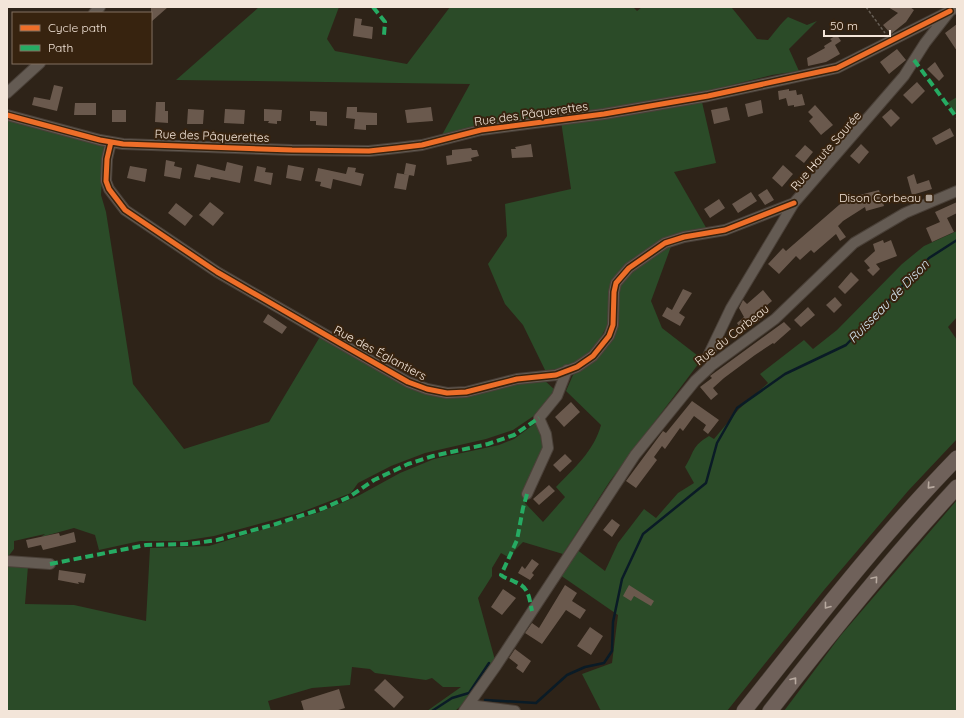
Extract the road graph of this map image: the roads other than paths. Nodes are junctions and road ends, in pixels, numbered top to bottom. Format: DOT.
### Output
graph roads {
  1 [pos="953,9"];
  2 [pos="39,64"];
  3 [pos="7,94"];
  4 [pos="7,115"];
  5 [pos="111,142"];
  6 [pos="957,191"];
  7 [pos="794,203"];
  8 [pos="711,366"];
  9 [pos="567,370"];
  10 [pos="957,458"];
  11 [pos="957,487"];
  12 [pos="527,494"];
  13 [pos="7,561"];
  14 [pos="50,564"];
  15 [pos="466,708"];
  16 [pos="515,711"];
  17 [pos="744,711"];
  18 [pos="770,711"];
  1 -- 5 [label="street, Rue des Pâquerettes"];
  1 -- 7 [label="street, Rue Haute Saurée"];
  2 -- 3 [label="street"];
  4 -- 5 [label="street, Rue des Pâquerettes"];
  5 -- 9 [label="street, Rue des Églantiers"];
  6 -- 8 [label="street, Rue du Corbeau"];
  7 -- 8 [label="street, Rue Haute Saurée"];
  7 -- 9 [label="street, Rue des Églantiers"];
  8 -- 15 [label="street, Rue du Corbeau"];
  9 -- 12 [label="street"];
  10 -- 17 [label="highway, one-way"];
  18 -- 11 [label="highway, one-way"];
  13 -- 14 [label="street"];
  15 -- 16 [label="street"];
}
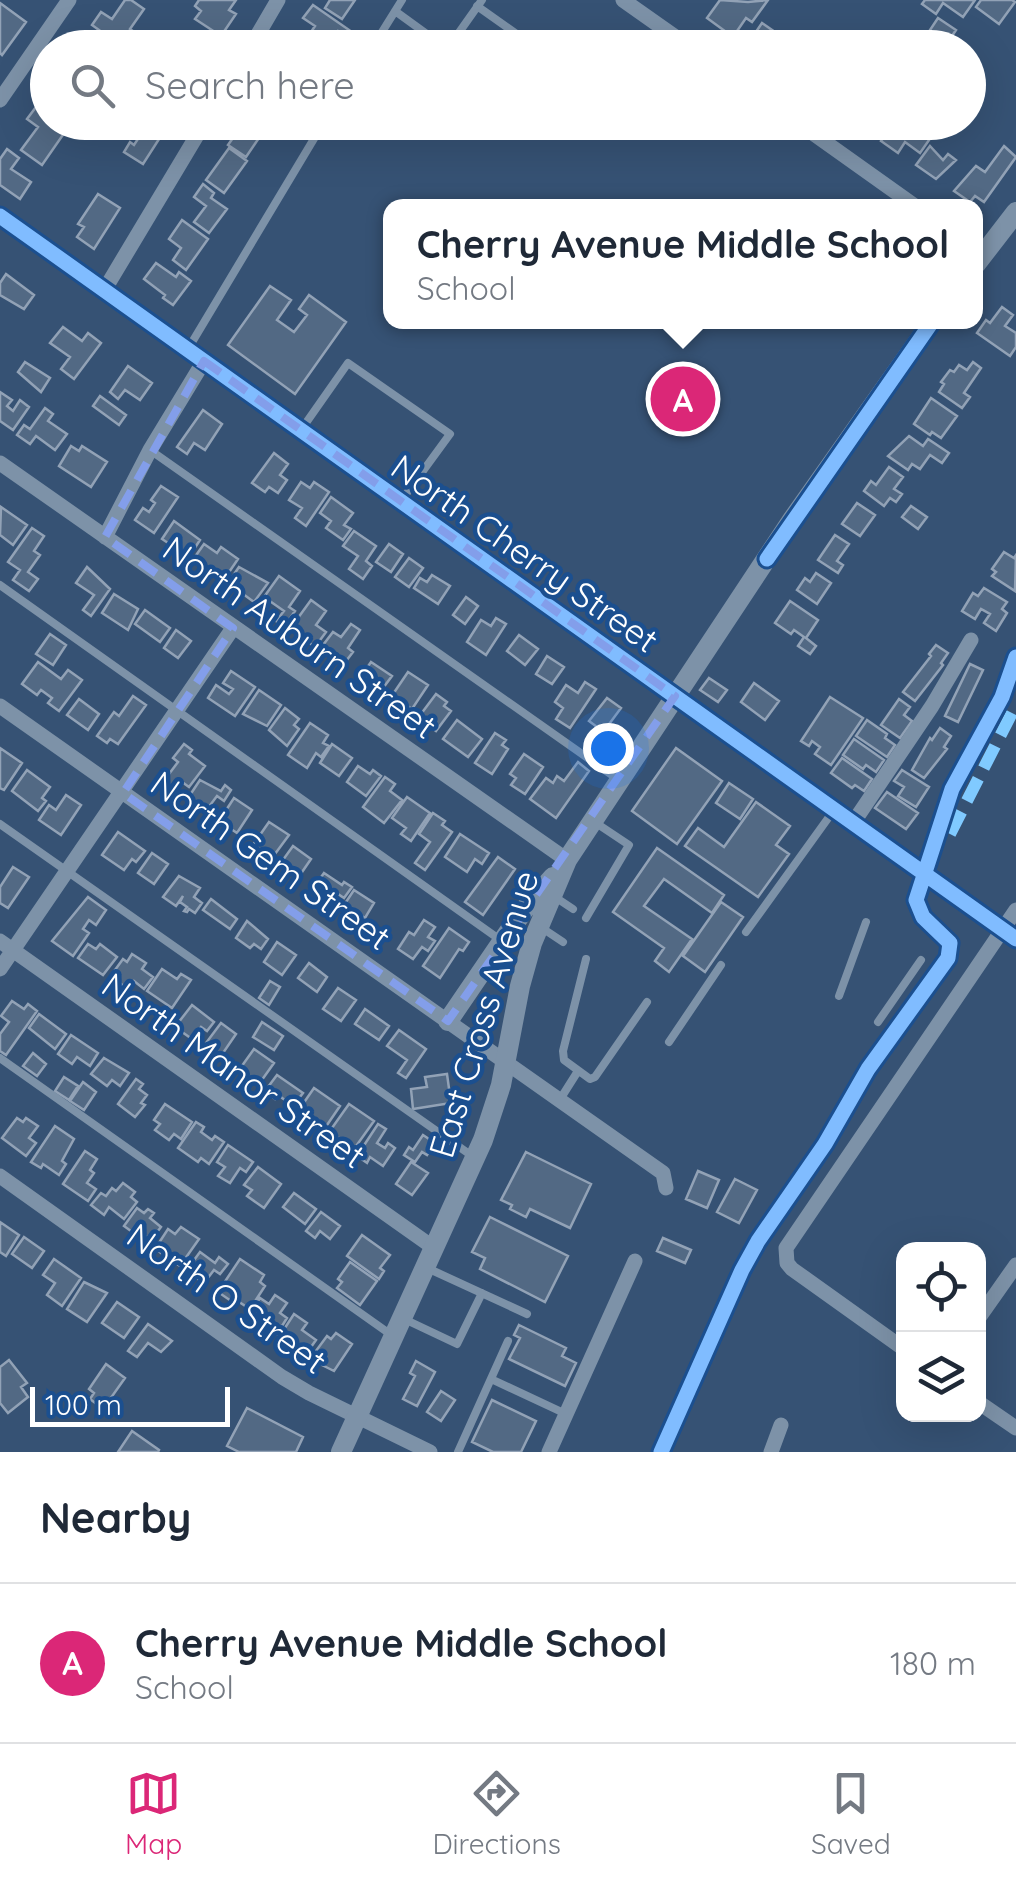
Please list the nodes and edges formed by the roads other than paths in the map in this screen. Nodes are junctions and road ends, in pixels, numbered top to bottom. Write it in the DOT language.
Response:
graph roads {
  1 [pos="278,0"];
  2 [pos="402,0"];
  3 [pos="623,0"];
  4 [pos="66,1"];
  5 [pos="480,3"];
  6 [pos="395,11"];
  7 [pos="44,30"];
  8 [pos="260,30"];
  9 [pos="383,30"];
  10 [pos="422,30"];
  11 [pos="460,30"];
  12 [pos="512,30"];
  13 [pos="665,30"];
  14 [pos="30,48"];
  15 [pos="6,79"];
  16 [pos="0,100"];
  17 [pos="194,140"];
  18 [pos="313,140"];
  19 [pos="822,140"];
  20 [pos="906,199"];
  21 [pos="1016,212"];
  22 [pos="0,216"];
  23 [pos="983,250"];
  24 [pos="104,290"];
  25 [pos="927,329"];
  26 [pos="188,349"];
  27 [pos="204,361"];
  28 [pos="301,430"];
  29 [pos="150,450"];
  30 [pos="0,463"];
  31 [pos="401,501"];
  32 [pos="105,537"];
  33 [pos="0,584"];
  34 [pos="233,628"];
  35 [pos="971,640"];
  36 [pos="674,696"];
  37 [pos="0,706"];
  38 [pos="178,710"];
  39 [pos="619,780"];
  40 [pos="123,793"];
  41 [pos="834,810"];
  42 [pos="592,820"];
  43 [pos="853,823"];
  44 [pos="0,824"];
  45 [pos="567,860"];
  46 [pos="68,872"];
  47 [pos="551,894"];
  48 [pos="573,909"];
  49 [pos="1016,910"];
  50 [pos="586,918"];
  51 [pos="866,922"];
  52 [pos="538,926"];
  53 [pos="746,932"];
  54 [pos="1009,934"];
  55 [pos="503,941"];
  56 [pos="563,942"];
  57 [pos="6,946"];
  58 [pos="586,958"];
  59 [pos="921,960"];
  60 [pos="721,965"];
  61 [pos="0,969"];
  62 [pos="839,996"];
  63 [pos="648,1002"];
  64 [pos="448,1022"];
  65 [pos="878,1022"];
  66 [pos="669,1042"];
  67 [pos="0,1058"];
  68 [pos="506,1064"];
  69 [pos="578,1071"];
  70 [pos="558,1101"];
  71 [pos="475,1158"];
  72 [pos="0,1176"];
  73 [pos="666,1188"];
  74 [pos="430,1257"];
  75 [pos="636,1261"];
  76 [pos="1016,1265"];
  77 [pos="482,1293"];
  78 [pos="986,1308"];
  79 [pos="526,1314"];
  80 [pos="398,1328"];
  81 [pos="508,1340"];
  82 [pos="896,1342"];
  83 [pos="491,1379"];
  84 [pos="986,1407"];
  85 [pos="566,1414"];
  86 [pos="357,1418"];
  87 [pos="781,1425"];
  88 [pos="1016,1428"];
  89 [pos="341,1452"];
  90 [pos="430,1452"];
  91 [pos="458,1452"];
  92 [pos="549,1452"];
  93 [pos="770,1452"];
  1 -- 8 [label="street"];
  2 -- 6 [label="lane"];
  3 -- 13 [label="street"];
  4 -- 7 [label="street"];
  5 -- 11 [label="lane"];
  5 -- 12 [label="lane"];
  6 -- 9 [label="lane"];
  6 -- 10 [label="lane"];
  14 -- 15 [label="street"];
  15 -- 16 [label="street"];
  17 -- 24 [label="street"];
  18 -- 26 [label="lane"];
  19 -- 20 [label="street"];
  21 -- 23 [label="street"];
  22 -- 24 [label="street, North Cherry Street"];
  24 -- 26 [label="street, North Cherry Street"];
  25 -- 36 [label="street, East Cross Avenue"];
  26 -- 27 [label="street, North Cherry Street"];
  27 -- 28 [label="street, North Cherry Street"];
  27 -- 29 [label="street"];
  28 -- 31 [label="street, North Cherry Street"];
  28 -- 31 [label="lane"];
  29 -- 32 [label="street"];
  29 -- 39 [label="lane"];
  30 -- 32 [label="street, North Auburn Street"];
  31 -- 36 [label="street, North Cherry Street"];
  32 -- 34 [label="street, North Auburn Street"];
  33 -- 38 [label="lane"];
  34 -- 38 [label="street"];
  34 -- 45 [label="street, North Auburn Street"];
  35 -- 43 [label="street"];
  36 -- 39 [label="street, East Cross Avenue"];
  36 -- 41 [label="street, North Cherry Street"];
  37 -- 40 [label="street, North Gem Street"];
  38 -- 40 [label="street"];
  38 -- 55 [label="lane"];
  39 -- 42 [label="street, East Cross Avenue"];
  40 -- 46 [label="street"];
  40 -- 64 [label="street, North Gem Street"];
  41 -- 43 [label="street, North Cherry Street"];
  41 -- 53 [label="lane"];
  42 -- 45 [label="street, East Cross Avenue"];
  42 -- 50 [label="lane"];
  43 -- 54 [label="street, North Cherry Street"];
  44 -- 46 [label="lane"];
  45 -- 47 [label="street, East Cross Avenue"];
  45 -- 55 [label="street"];
  46 -- 57 [label="street"];
  46 -- 71 [label="lane"];
  47 -- 48 [label="lane"];
  47 -- 52 [label="street, East Cross Avenue"];
  49 -- 54 [label="street"];
  51 -- 62 [label="lane"];
  52 -- 56 [label="lane"];
  52 -- 68 [label="street, East Cross Avenue"];
  54 -- 82 [label="street"];
  55 -- 64 [label="street"];
  57 -- 61 [label="street"];
  57 -- 74 [label="street, North Manor Street"];
  58 -- 69 [label="lane"];
  59 -- 65 [label="lane"];
  60 -- 66 [label="lane"];
  63 -- 69 [label="lane"];
  64 -- 68 [label="street, North Gem Street"];
  67 -- 80 [label="lane"];
  68 -- 70 [label="street, North Gem Street"];
  68 -- 71 [label="street, East Cross Avenue"];
  69 -- 70 [label="lane"];
  70 -- 73 [label="street, North Gem Street"];
  71 -- 74 [label="street, East Cross Avenue"];
  72 -- 86 [label="street, North O Street"];
  74 -- 77 [label="lane"];
  74 -- 80 [label="street, East Cross Avenue"];
  75 -- 85 [label="street"];
  76 -- 78 [label="street"];
  77 -- 79 [label="lane"];
  77 -- 80 [label="lane"];
  80 -- 86 [label="street, East Cross Avenue"];
  81 -- 83 [label="lane"];
  83 -- 85 [label="lane"];
  83 -- 91 [label="lane"];
  84 -- 88 [label="street"];
  85 -- 92 [label="street"];
  86 -- 89 [label="street, East Cross Avenue"];
  86 -- 90 [label="street, North O Street"];
  87 -- 93 [label="street"];
}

- [TASK PROMPT]
Nothing but a number belongs in the answer: the number of lines above that contain "this".

- [FINISHED TASK]
2